The Effect of Macroeconomic Variables on Market Risk Premium : Study of Sweden, Germany and Canada

University essay from Mälardalens högskola/Akademin för hållbar samhälls- och teknikutveckling; Mälardalens högskola/Akademin för hållbar samhälls- och teknikutveckling; Mälardalens högskola/Akademin för hållbar samhälls- och teknikutveckling

Abstract:

ABSTRACT

Title

The Effect of Macroeconomic Variables on Market Premium. Study of Sweden, Germany and Canada

Authors

Samira Allahyari Westlund

Arad Tahmidi

Dmytro Sheludchenko

Supervisor

Christos Papahristodoulou

Key words

Macroeconomic, market risk premium, GDP, inflation, money supply, primary net lending and net borrowing, regression analysis.

Institution

Mälardalen University

School of Sustainable Development of Society and Technology

Box 883, SE-721 23

Västerås

Sweden

Course

Bachelor Thesis in Economics (NAA 301), 15 ECTS

Problem statement

Risk premium value is of great interest to the financial world, since this value represents the extra return that investors receive considering the risk from investing in financial markets.

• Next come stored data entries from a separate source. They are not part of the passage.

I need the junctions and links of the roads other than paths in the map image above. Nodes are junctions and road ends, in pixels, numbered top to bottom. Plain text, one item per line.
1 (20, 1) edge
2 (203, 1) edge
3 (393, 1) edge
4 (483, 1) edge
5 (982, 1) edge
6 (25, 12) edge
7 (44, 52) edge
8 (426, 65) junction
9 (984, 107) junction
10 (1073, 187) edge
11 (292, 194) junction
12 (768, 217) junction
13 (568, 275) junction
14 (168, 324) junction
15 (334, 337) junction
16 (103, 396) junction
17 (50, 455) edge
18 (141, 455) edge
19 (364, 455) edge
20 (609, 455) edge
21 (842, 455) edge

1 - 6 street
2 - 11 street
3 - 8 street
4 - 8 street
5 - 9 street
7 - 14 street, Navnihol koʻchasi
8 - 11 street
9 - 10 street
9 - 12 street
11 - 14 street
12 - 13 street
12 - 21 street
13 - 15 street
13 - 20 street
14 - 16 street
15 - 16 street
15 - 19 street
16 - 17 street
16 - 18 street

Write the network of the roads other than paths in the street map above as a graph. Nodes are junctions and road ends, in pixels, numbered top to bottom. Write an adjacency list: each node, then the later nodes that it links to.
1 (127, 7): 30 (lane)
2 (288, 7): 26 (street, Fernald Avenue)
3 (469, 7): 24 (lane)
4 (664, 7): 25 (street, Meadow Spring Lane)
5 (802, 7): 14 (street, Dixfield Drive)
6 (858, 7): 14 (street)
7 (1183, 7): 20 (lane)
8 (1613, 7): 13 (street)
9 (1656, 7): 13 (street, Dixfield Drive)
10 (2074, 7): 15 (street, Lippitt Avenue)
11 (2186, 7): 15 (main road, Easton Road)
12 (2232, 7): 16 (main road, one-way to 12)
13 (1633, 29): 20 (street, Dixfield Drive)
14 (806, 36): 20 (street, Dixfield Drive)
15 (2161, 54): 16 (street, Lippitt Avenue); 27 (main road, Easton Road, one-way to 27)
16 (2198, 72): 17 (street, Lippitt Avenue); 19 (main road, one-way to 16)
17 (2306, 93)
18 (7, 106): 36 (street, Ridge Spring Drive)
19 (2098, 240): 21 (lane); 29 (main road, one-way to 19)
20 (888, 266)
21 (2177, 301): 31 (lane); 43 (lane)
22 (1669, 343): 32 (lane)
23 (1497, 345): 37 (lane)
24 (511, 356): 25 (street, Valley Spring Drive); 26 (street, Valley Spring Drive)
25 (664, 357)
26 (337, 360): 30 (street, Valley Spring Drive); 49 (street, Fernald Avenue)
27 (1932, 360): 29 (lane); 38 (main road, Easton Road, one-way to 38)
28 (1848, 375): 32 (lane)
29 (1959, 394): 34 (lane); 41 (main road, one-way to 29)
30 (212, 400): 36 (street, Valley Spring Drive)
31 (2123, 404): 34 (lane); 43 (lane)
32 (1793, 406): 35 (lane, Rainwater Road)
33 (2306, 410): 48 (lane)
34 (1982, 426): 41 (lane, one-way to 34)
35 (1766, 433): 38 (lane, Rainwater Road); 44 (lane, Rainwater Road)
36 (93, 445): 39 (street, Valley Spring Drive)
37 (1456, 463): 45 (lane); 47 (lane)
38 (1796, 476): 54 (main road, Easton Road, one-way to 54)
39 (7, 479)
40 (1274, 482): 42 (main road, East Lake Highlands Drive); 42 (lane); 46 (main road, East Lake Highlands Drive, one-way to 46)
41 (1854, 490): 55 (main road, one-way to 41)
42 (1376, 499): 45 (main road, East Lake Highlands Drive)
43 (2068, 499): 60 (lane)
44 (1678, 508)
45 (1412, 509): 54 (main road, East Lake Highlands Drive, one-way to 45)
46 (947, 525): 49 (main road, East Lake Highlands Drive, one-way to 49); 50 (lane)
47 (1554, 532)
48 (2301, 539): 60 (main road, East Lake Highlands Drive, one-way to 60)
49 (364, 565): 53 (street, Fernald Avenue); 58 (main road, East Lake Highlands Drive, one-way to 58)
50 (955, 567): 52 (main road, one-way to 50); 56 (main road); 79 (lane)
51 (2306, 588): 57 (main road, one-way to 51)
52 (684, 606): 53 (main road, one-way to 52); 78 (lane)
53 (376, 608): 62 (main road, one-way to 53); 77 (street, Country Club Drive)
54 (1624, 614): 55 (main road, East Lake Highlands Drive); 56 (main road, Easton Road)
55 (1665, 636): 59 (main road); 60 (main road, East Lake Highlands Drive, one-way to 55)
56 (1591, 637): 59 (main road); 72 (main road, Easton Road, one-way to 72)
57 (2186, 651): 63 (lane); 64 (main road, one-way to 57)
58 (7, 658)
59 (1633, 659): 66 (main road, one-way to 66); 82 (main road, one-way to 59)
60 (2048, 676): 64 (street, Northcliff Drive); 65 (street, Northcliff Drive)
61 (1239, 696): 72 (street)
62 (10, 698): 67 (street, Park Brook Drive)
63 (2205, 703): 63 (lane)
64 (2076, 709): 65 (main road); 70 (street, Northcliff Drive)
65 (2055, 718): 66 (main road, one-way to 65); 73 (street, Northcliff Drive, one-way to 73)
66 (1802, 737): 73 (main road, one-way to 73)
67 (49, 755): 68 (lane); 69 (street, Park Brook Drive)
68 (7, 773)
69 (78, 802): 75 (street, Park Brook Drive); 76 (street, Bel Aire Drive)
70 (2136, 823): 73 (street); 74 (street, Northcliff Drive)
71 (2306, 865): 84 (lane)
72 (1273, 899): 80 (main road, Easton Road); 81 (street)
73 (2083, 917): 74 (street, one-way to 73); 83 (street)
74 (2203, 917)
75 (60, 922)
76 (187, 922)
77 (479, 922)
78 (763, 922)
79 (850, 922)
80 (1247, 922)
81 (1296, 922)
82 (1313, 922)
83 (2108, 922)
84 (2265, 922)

The fluctuations in stock markets are believed to be influenced by changes in macroeconomic variables.

Purpose

The purpose of this paper is to analyze the effect of macroeconomic variables on and their relation to market risk premium in Canada, Sweden and Germany in the years 1992 – 2007.

Method

Multiple Regression Analysis, Ordinary Least squares (OLS)

Result

Forecasted Growth in real GDP is the only macroeconomic variable which has significant relation with market risk premium. The effect of money supply was found to be insignificant. Net lending and net borrowing had significant negative effect on market risk premium in Canada, whereas in Germany and Sweden the relationship was not significant.